Monday 10 March 2014

Vitamin D - are you getting enough

Research in 2012 in Cancer Causes and Control presented findings that former/never smokers were 44 per cent less likely to die from lung cancer if they had blood levels of vitamin D above 44nmo/litre. That applied to whether or not they had the cancer - it seems to prevent, and reduce deaths.
        * In 2013, researchers from St Louis University showed that women with a BRCA1 mutation are more likely to develop an aggressive breast cancer but vitamin D can block this pathway. BRCA1 is not just behind breast cancer but other cancers too like some prostate cancer. Clinical trials are now planned.
        * Another 2013 study, this time in the Journal of Cellular Biology showed that vitamin D blocks cathapsin L which makes cells grow uncontrollably in cancers.
The vitamin that works like a hormone
At CANCERactive we believe vitamin D is an important ingredient in any anti-cancer package.
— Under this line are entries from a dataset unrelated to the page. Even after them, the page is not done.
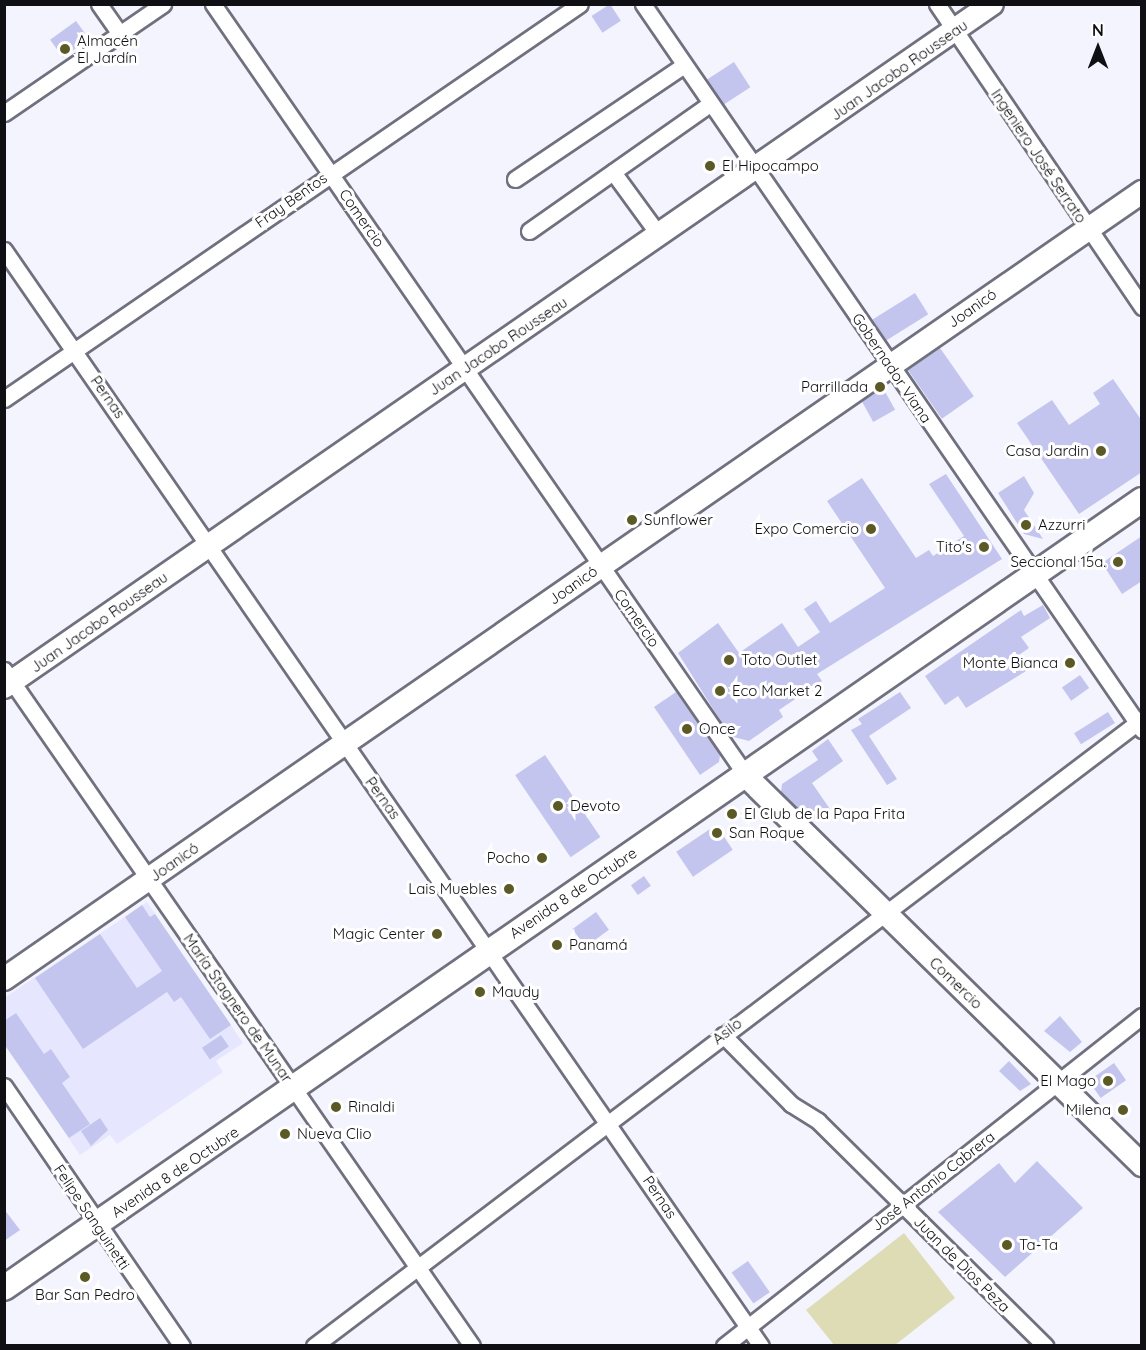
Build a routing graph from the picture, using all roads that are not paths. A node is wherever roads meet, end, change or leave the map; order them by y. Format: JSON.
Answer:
{"nodes":[{"id":1,"x":99,"y":4,"type":"edge"},
{"id":2,"x":163,"y":4,"type":"edge"},
{"id":3,"x":213,"y":4,"type":"edge"},
{"id":4,"x":580,"y":4,"type":"edge"},
{"id":5,"x":643,"y":4,"type":"edge"},
{"id":6,"x":937,"y":4,"type":"edge"},
{"id":7,"x":993,"y":4,"type":"edge"},
{"id":8,"x":954,"y":30,"type":"junction"},
{"id":9,"x":120,"y":34,"type":"junction"},
{"id":10,"x":684,"y":65,"type":"junction"},
{"id":11,"x":710,"y":104,"type":"junction"},
{"id":12,"x":4,"y":113,"type":"edge"},
{"id":13,"x":758,"y":170,"type":"junction"},
{"id":14,"x":614,"y":172,"type":"junction"},
{"id":15,"x":331,"y":173,"type":"junction"},
{"id":16,"x":515,"y":179,"type":"dead end"},
{"id":17,"x":1142,"y":192,"type":"edge"},
{"id":18,"x":1088,"y":228,"type":"junction"},
{"id":19,"x":529,"y":231,"type":"dead end"},
{"id":20,"x":659,"y":235,"type":"junction"},
{"id":21,"x":4,"y":250,"type":"edge"},
{"id":22,"x":1142,"y":307,"type":"edge"},
{"id":23,"x":75,"y":351,"type":"junction"},
{"id":24,"x":890,"y":364,"type":"junction"},
{"id":25,"x":465,"y":369,"type":"junction"},
{"id":26,"x":4,"y":399,"type":"edge"},
{"id":27,"x":1142,"y":500,"type":"edge"},
{"id":28,"x":210,"y":544,"type":"junction"},
{"id":29,"x":601,"y":566,"type":"junction"},
{"id":30,"x":1033,"y":575,"type":"junction"},
{"id":31,"x":7,"y":679,"type":"edge"},
{"id":32,"x":1140,"y":724,"type":"edge"},
{"id":33,"x":344,"y":744,"type":"junction"},
{"id":34,"x":747,"y":777,"type":"junction"},
{"id":35,"x":148,"y":880,"type":"junction"},
{"id":36,"x":885,"y":914,"type":"junction"},
{"id":37,"x":490,"y":948,"type":"junction"},
{"id":38,"x":4,"y":979,"type":"edge"},
{"id":39,"x":1142,"y":1016,"type":"edge"},
{"id":40,"x":723,"y":1035,"type":"junction"},
{"id":41,"x":1058,"y":1083,"type":"junction"},
{"id":42,"x":4,"y":1086,"type":"edge"},
{"id":43,"x":295,"y":1090,"type":"junction"},
{"id":44,"x":607,"y":1120,"type":"junction"},
{"id":45,"x":1142,"y":1165,"type":"edge"},
{"id":46,"x":903,"y":1204,"type":"junction"},
{"id":47,"x":97,"y":1226,"type":"junction"},
{"id":48,"x":417,"y":1269,"type":"junction"},
{"id":49,"x":4,"y":1288,"type":"edge"},
{"id":50,"x":748,"y":1326,"type":"junction"},
{"id":51,"x":182,"y":1346,"type":"edge"},
{"id":52,"x":314,"y":1346,"type":"edge"},
{"id":53,"x":472,"y":1346,"type":"edge"},
{"id":54,"x":724,"y":1346,"type":"edge"},
{"id":55,"x":761,"y":1346,"type":"edge"},
{"id":56,"x":1045,"y":1346,"type":"edge"}],
"edges":[{"from":1,"to":9,"type":"street"},
{"from":2,"to":9,"type":"street"},
{"from":3,"to":15,"type":"street","name":"Comercio"},
{"from":4,"to":15,"type":"street","name":"Fray Bentos"},
{"from":5,"to":10,"type":"street","name":"Gobernador Viana"},
{"from":6,"to":8,"type":"street","name":"Ingeniero José Serrato"},
{"from":7,"to":8,"type":"street","name":"Juan Jacobo Rousseau"},
{"from":8,"to":13,"type":"street","name":"Juan Jacobo Rousseau"},
{"from":8,"to":18,"type":"street","name":"Ingeniero José Serrato"},
{"from":9,"to":12,"type":"street"},
{"from":10,"to":11,"type":"street","name":"Gobernador Viana"},
{"from":10,"to":16,"type":"street"},
{"from":11,"to":13,"type":"street","name":"Gobernador Viana"},
{"from":11,"to":14,"type":"street"},
{"from":13,"to":20,"type":"street","name":"Juan Jacobo Rousseau"},
{"from":13,"to":24,"type":"street","name":"Gobernador Viana"},
{"from":14,"to":19,"type":"street"},
{"from":14,"to":20,"type":"street"},
{"from":15,"to":23,"type":"street","name":"Fray Bentos"},
{"from":15,"to":25,"type":"street","name":"Comercio"},
{"from":17,"to":18,"type":"street","name":"Joanicó"},
{"from":18,"to":22,"type":"street","name":"Ingeniero José Serrato"},
{"from":18,"to":24,"type":"street","name":"Joanicó"},
{"from":20,"to":25,"type":"street","name":"Juan Jacobo Rousseau"},
{"from":21,"to":23,"type":"street","name":"Pernas"},
{"from":23,"to":26,"type":"street","name":"Fray Bentos"},
{"from":23,"to":28,"type":"street","name":"Pernas"},
{"from":24,"to":29,"type":"street","name":"Joanicó"},
{"from":24,"to":30,"type":"street","name":"Gobernador Viana"},
{"from":25,"to":28,"type":"street","name":"Juan Jacobo Rousseau"},
{"from":25,"to":29,"type":"street","name":"Comercio"},
{"from":27,"to":30,"type":"main road","name":"Avenida 8 de Octubre"},
{"from":28,"to":31,"type":"street","name":"Juan Jacobo Rousseau"},
{"from":28,"to":33,"type":"street","name":"Pernas"},
{"from":29,"to":33,"type":"street","name":"Joanicó"},
{"from":29,"to":34,"type":"street","name":"Comercio"},
{"from":30,"to":32,"type":"street","name":"Gobernador Viana"},
{"from":30,"to":34,"type":"main road","name":"Avenida 8 de Octubre"},
{"from":31,"to":35,"type":"street","name":"María Stagnero de Munar"},
{"from":32,"to":36,"type":"street","name":"Asilo"},
{"from":33,"to":35,"type":"street","name":"Joanicó"},
{"from":33,"to":37,"type":"street","name":"Pernas"},
{"from":34,"to":36,"type":"street","name":"Comercio"},
{"from":34,"to":37,"type":"main road","name":"Avenida 8 de Octubre"},
{"from":35,"to":38,"type":"street","name":"Joanicó"},
{"from":35,"to":43,"type":"street","name":"María Stagnero de Munar"},
{"from":36,"to":40,"type":"street","name":"Asilo"},
{"from":36,"to":41,"type":"street","name":"Comercio"},
{"from":37,"to":43,"type":"main road","name":"Avenida 8 de Octubre"},
{"from":37,"to":44,"type":"street","name":"Pernas"},
{"from":39,"to":41,"type":"street","name":"José Antonio Cabrera"},
{"from":40,"to":44,"type":"street","name":"Asilo"},
{"from":40,"to":46,"type":"street","name":"Juan de Dios Peza"},
{"from":41,"to":45,"type":"street","name":"Comercio"},
{"from":41,"to":46,"type":"street","name":"José Antonio Cabrera"},
{"from":42,"to":47,"type":"street","name":"Felipe Sanguinetti"},
{"from":43,"to":47,"type":"main road","name":"Avenida 8 de Octubre"},
{"from":43,"to":48,"type":"street","name":"María Stagnero de Munar"},
{"from":44,"to":48,"type":"street","name":"Asilo"},
{"from":44,"to":50,"type":"street","name":"Pernas"},
{"from":46,"to":50,"type":"street","name":"José Antonio Cabrera"},
{"from":46,"to":56,"type":"street","name":"Juan de Dios Peza"},
{"from":47,"to":49,"type":"main road","name":"Avenida 8 de Octubre"},
{"from":47,"to":51,"type":"street","name":"Felipe Sanguinetti"},
{"from":48,"to":52,"type":"street","name":"Asilo"},
{"from":48,"to":53,"type":"street","name":"María Stagnero de Munar"},
{"from":50,"to":54,"type":"street","name":"José Antonio Cabrera"},
{"from":50,"to":55,"type":"street","name":"Pernas"}]}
You will derive it from sunshine. A week lying on a beach will provide about 70,000 International Units, or IUs. 5,000 is the daily recommended level for people with cancer. Vitamin D may sound like a vitamin, but it acts more like a hormone with receptor sites on healthy cells and even more on cancer cells.  Let´s look at three of the areas in which it acts:

1. Low vitamin D levels are linked with higher rates of cancer
The Boston Medical School has completed a great many research studies on vitamin D. Read the following statement from their Professor Hollick, "If women obtained adequate levels of vitamin D there would be 25 per cent less deaths from breast cancer.
Hollick is not alone in stressing the importance for women and breast cancer.  St Georges Hospital in London calculated from their studies that women with low levels of vitamin D in their breast tissue have a 354 per cent greater risk of breast cancer. Translated into English this means they have 4 and a half times the breast cancer risk.